■ What to produce ■
Could you copy every entry exactly, dropping the pictures?

========

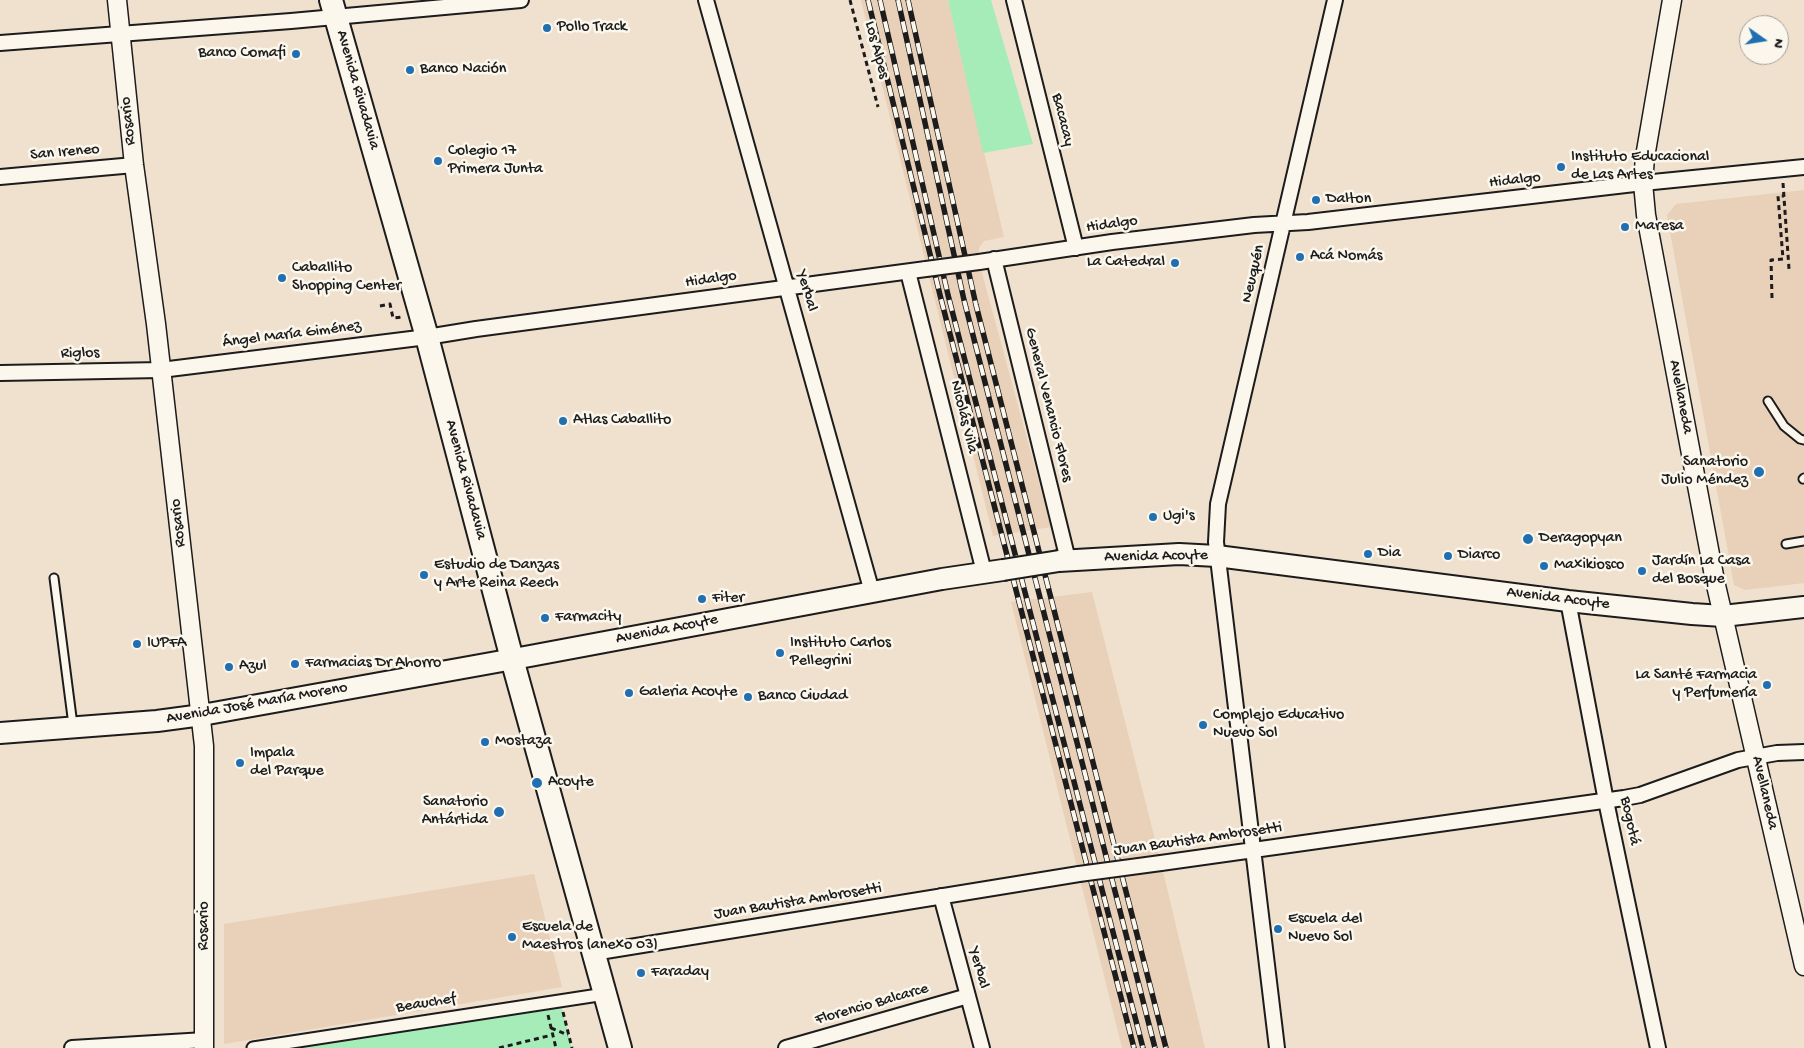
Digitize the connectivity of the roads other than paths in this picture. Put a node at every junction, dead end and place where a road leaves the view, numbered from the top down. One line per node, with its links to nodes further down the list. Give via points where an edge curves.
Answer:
1 (117, 0): 8 (street, Rosario)
2 (521, 0): 7 (street)
3 (706, 0): 18 (street, Yerbal)
4 (1014, 0): 15 (street, Bacacay)
5 (1335, 0): 14 (street, Neuquén)
6 (1672, 0): 13 (street, Avellaneda)
7 (334, 8): 8 (street); 19 (main road, Avenida Rivadavia)
8 (119, 34): 9 (street); 10 (street, Rosario)
9 (0, 43)
10 (134, 165): 12 (street, San Ireneo); 20 (street, Rosario)
11 (1804, 167): 13 (street, Hidalgo)
12 (0, 177)
13 (1643, 183): 14 (street, Hidalgo); 33 (street, Avellaneda, via 1646,215)
14 (1284, 224): 15 (street, Hidalgo); 26 (street, Neuquén, via 1218,504)
15 (1076, 248): 16 (street, Hidalgo)
16 (994, 260): 17 (street, Hidalgo, bridge); 27 (street, General Venancio Flores)
17 (908, 272): 18 (street, Hidalgo); 28 (street, Nicolás Vila)
18 (787, 287): 19 (street, Hidalgo); 30 (street, Yerbal)
19 (427, 337): 20 (street, Ángel María Giménez); 34 (main road, Avenida Rivadavia)
20 (161, 370): 21 (street, Riglos); 35 (street, Rosario)
21 (0, 373)
22 (1768, 401): 23 (lane, via 1784,426)
23 (1804, 440)
24 (1804, 541): 25 (lane)
25 (1786, 544)
26 (1218, 556): 27 (main road, Avenida Acoyte, via 1179,554); 31 (main road, Avenida Acoyte); 41 (street, Neuquén)
27 (1064, 560): 28 (main road, Avenida Acoyte, bridge)
28 (994, 571): 30 (main road, Avenida Acoyte)
29 (54, 578): 36 (lane)
30 (872, 592): 34 (main road, Avenida Acoyte)
31 (1568, 601): 33 (main road, Avenida Acoyte); 40 (street, Bogotá)
32 (1804, 607): 33 (main road, Avenida Acoyte)
33 (1723, 616): 39 (street, Avellaneda)
34 (512, 659): 35 (main road, Avenida José María Moreno); 43 (main road, Avenida Rivadavia)
35 (202, 715): 36 (main road, Avenida José María Moreno); 47 (street, Rosario)
36 (73, 727): 37 (main road, Avenida José María Moreno)
37 (0, 733)
38 (1804, 752): 39 (street, Juan Bautista Ambrosetti)
39 (1756, 755): 40 (street, Juan Bautista Ambrosetti, via 1640,795); 44 (street, Avellaneda)
40 (1606, 801): 41 (street, Juan Bautista Ambrosetti); 54 (street, Bogotá)
41 (1254, 849): 42 (street, Juan Bautista Ambrosetti, bridge); 53 (street, Neuquén)
42 (941, 896): 43 (street, Juan Bautista Ambrosetti); 46 (street, Yerbal)
43 (593, 953): 45 (main road, Avenida Rivadavia)
44 (1804, 966)
45 (605, 994): 49 (street, Beauchef); 50 (main road, Avenida Rivadavia)
46 (968, 996): 51 (street, Florencio Balcarce); 52 (street, Yerbal)
47 (205, 1044): 48 (street)
48 (72, 1048)
49 (252, 1048)
50 (620, 1048)
51 (786, 1048)
52 (982, 1048)
53 (1277, 1048)
54 (1658, 1048)

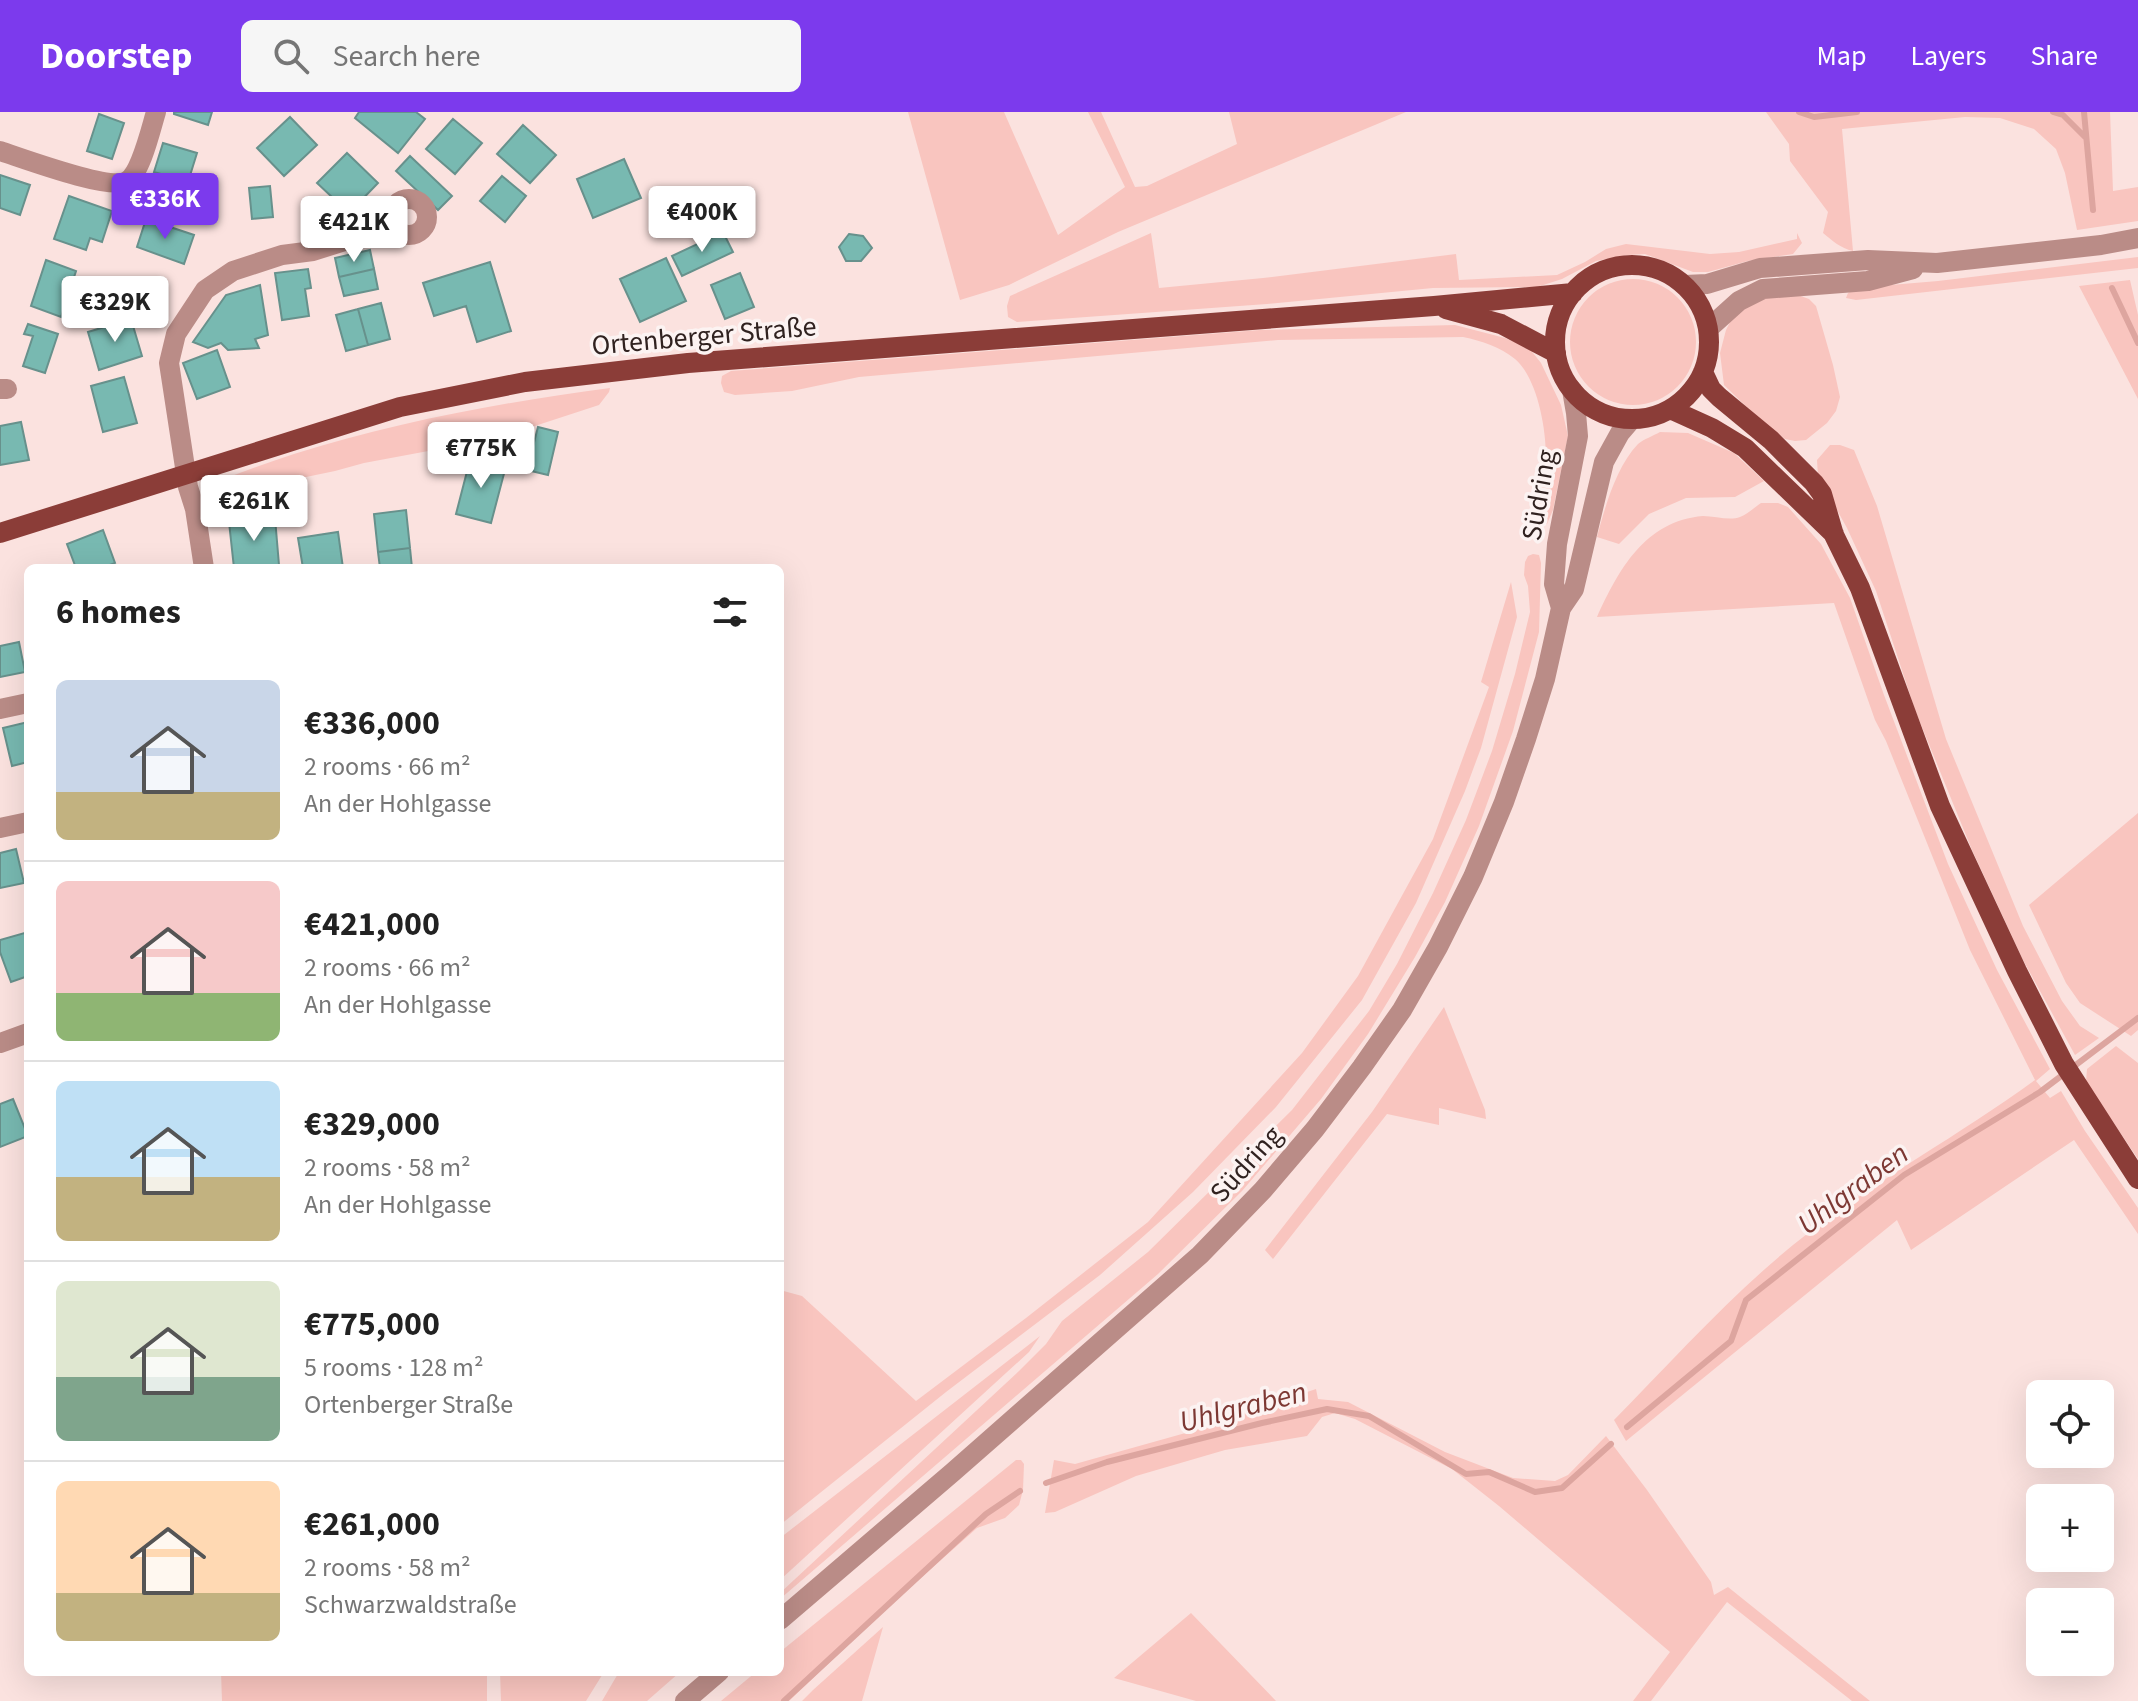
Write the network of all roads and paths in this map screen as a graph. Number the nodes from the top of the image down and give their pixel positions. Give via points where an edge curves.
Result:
1 (156, 112) edge
2 (0, 151) edge
3 (392, 223) dead end
4 (2138, 238) edge
5 (1937, 263) junction
6 (1685, 285) junction
7 (1573, 293) junction
8 (1434, 306) junction
9 (1709, 328) junction
10 (1556, 353) junction
11 (1703, 372) junction
12 (1572, 390) junction
13 (1670, 409) junction
14 (1632, 419) junction
15 (186, 473) junction
16 (0, 533) edge
17 (1834, 535) junction
18 (203, 564) edge
19 (1561, 608) junction
20 (24, 704) edge
21 (0, 709) edge
22 (24, 823) edge
23 (0, 828) edge
24 (24, 1034) edge
25 (0, 1043) edge
26 (2138, 1179) edge
27 (784, 1617) edge
28 (714, 1676) edge
29 (685, 1701) edge

1 - 2 street via 135,173 127,181 97,181
3 - 15 street via 233,271 205,290 176,334 169,363
4 - 5 street
5 - 6 street via 1868,260 1760,268
5 - 9 street via 1868,281 1763,289 1739,301
6 - 7 main road via 1664,271 1633,265 1599,272
6 - 9 main road via 1701,305
7 - 8 main road, Ortenberger Straße
7 - 10 main road via 1559,320
8 - 10 main road, Ortenberger Straße via 1501,324
8 - 15 main road, Ortenberger Straße via 697,363 525,382 400,407
9 - 11 main road
10 - 12 main road
11 - 13 main road via 1687,397
11 - 17 main road via 1719,397 1814,483
12 - 14 main road via 1598,411
12 - 19 street, Südring via 1578,436 1557,544 1554,584
13 - 14 main road
13 - 17 main road via 1745,448
14 - 19 street, Südring via 1604,462 1574,589
15 - 16 main road, Ortenberger Straße
15 - 18 street
17 - 26 main road via 1860,588 1940,806 2010,957 2064,1064
19 - 27 street, Südring via 1526,739 1473,877 1402,1010 1315,1129 1200,1255
20 - 21 street
22 - 23 street
24 - 25 street
28 - 29 street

========

■ Answer for this exercise ■
Digitize the connectivity of the roads other than paths in this picture. Put a node at every junction, dead end and place where a road leaves the view, numbered from the top down. One line per node, with its links to nodes further down the list. Give via points where an edge curves.
Answer:
1 (117, 0): 8 (street, Rosario)
2 (521, 0): 7 (street)
3 (706, 0): 18 (street, Yerbal)
4 (1014, 0): 15 (street, Bacacay)
5 (1335, 0): 14 (street, Neuquén)
6 (1672, 0): 13 (street, Avellaneda)
7 (334, 8): 8 (street); 19 (main road, Avenida Rivadavia)
8 (119, 34): 9 (street); 10 (street, Rosario)
9 (0, 43)
10 (134, 165): 12 (street, San Ireneo); 20 (street, Rosario)
11 (1804, 167): 13 (street, Hidalgo)
12 (0, 177)
13 (1643, 183): 14 (street, Hidalgo); 33 (street, Avellaneda, via 1646,215)
14 (1284, 224): 15 (street, Hidalgo); 26 (street, Neuquén, via 1218,504)
15 (1076, 248): 16 (street, Hidalgo)
16 (994, 260): 17 (street, Hidalgo, bridge); 27 (street, General Venancio Flores)
17 (908, 272): 18 (street, Hidalgo); 28 (street, Nicolás Vila)
18 (787, 287): 19 (street, Hidalgo); 30 (street, Yerbal)
19 (427, 337): 20 (street, Ángel María Giménez); 34 (main road, Avenida Rivadavia)
20 (161, 370): 21 (street, Riglos); 35 (street, Rosario)
21 (0, 373)
22 (1768, 401): 23 (lane, via 1784,426)
23 (1804, 440)
24 (1804, 541): 25 (lane)
25 (1786, 544)
26 (1218, 556): 27 (main road, Avenida Acoyte, via 1179,554); 31 (main road, Avenida Acoyte); 41 (street, Neuquén)
27 (1064, 560): 28 (main road, Avenida Acoyte, bridge)
28 (994, 571): 30 (main road, Avenida Acoyte)
29 (54, 578): 36 (lane)
30 (872, 592): 34 (main road, Avenida Acoyte)
31 (1568, 601): 33 (main road, Avenida Acoyte); 40 (street, Bogotá)
32 (1804, 607): 33 (main road, Avenida Acoyte)
33 (1723, 616): 39 (street, Avellaneda)
34 (512, 659): 35 (main road, Avenida José María Moreno); 43 (main road, Avenida Rivadavia)
35 (202, 715): 36 (main road, Avenida José María Moreno); 47 (street, Rosario)
36 (73, 727): 37 (main road, Avenida José María Moreno)
37 (0, 733)
38 (1804, 752): 39 (street, Juan Bautista Ambrosetti)
39 (1756, 755): 40 (street, Juan Bautista Ambrosetti, via 1640,795); 44 (street, Avellaneda)
40 (1606, 801): 41 (street, Juan Bautista Ambrosetti); 54 (street, Bogotá)
41 (1254, 849): 42 (street, Juan Bautista Ambrosetti, bridge); 53 (street, Neuquén)
42 (941, 896): 43 (street, Juan Bautista Ambrosetti); 46 (street, Yerbal)
43 (593, 953): 45 (main road, Avenida Rivadavia)
44 (1804, 966)
45 (605, 994): 49 (street, Beauchef); 50 (main road, Avenida Rivadavia)
46 (968, 996): 51 (street, Florencio Balcarce); 52 (street, Yerbal)
47 (205, 1044): 48 (street)
48 (72, 1048)
49 (252, 1048)
50 (620, 1048)
51 (786, 1048)
52 (982, 1048)
53 (1277, 1048)
54 (1658, 1048)

Write the network of all roads and paths in this map screen as a graph. Number the nodes from the top of the image down and give their pixel positions. Give via points where an edge curves.
Result:
1 (156, 112) edge
2 (0, 151) edge
3 (392, 223) dead end
4 (2138, 238) edge
5 (1937, 263) junction
6 (1685, 285) junction
7 (1573, 293) junction
8 (1434, 306) junction
9 (1709, 328) junction
10 (1556, 353) junction
11 (1703, 372) junction
12 (1572, 390) junction
13 (1670, 409) junction
14 (1632, 419) junction
15 (186, 473) junction
16 (0, 533) edge
17 (1834, 535) junction
18 (203, 564) edge
19 (1561, 608) junction
20 (24, 704) edge
21 (0, 709) edge
22 (24, 823) edge
23 (0, 828) edge
24 (24, 1034) edge
25 (0, 1043) edge
26 (2138, 1179) edge
27 (784, 1617) edge
28 (714, 1676) edge
29 (685, 1701) edge

1 - 2 street via 135,173 127,181 97,181
3 - 15 street via 233,271 205,290 176,334 169,363
4 - 5 street
5 - 6 street via 1868,260 1760,268
5 - 9 street via 1868,281 1763,289 1739,301
6 - 7 main road via 1664,271 1633,265 1599,272
6 - 9 main road via 1701,305
7 - 8 main road, Ortenberger Straße
7 - 10 main road via 1559,320
8 - 10 main road, Ortenberger Straße via 1501,324
8 - 15 main road, Ortenberger Straße via 697,363 525,382 400,407
9 - 11 main road
10 - 12 main road
11 - 13 main road via 1687,397
11 - 17 main road via 1719,397 1814,483
12 - 14 main road via 1598,411
12 - 19 street, Südring via 1578,436 1557,544 1554,584
13 - 14 main road
13 - 17 main road via 1745,448
14 - 19 street, Südring via 1604,462 1574,589
15 - 16 main road, Ortenberger Straße
15 - 18 street
17 - 26 main road via 1860,588 1940,806 2010,957 2064,1064
19 - 27 street, Südring via 1526,739 1473,877 1402,1010 1315,1129 1200,1255
20 - 21 street
22 - 23 street
24 - 25 street
28 - 29 street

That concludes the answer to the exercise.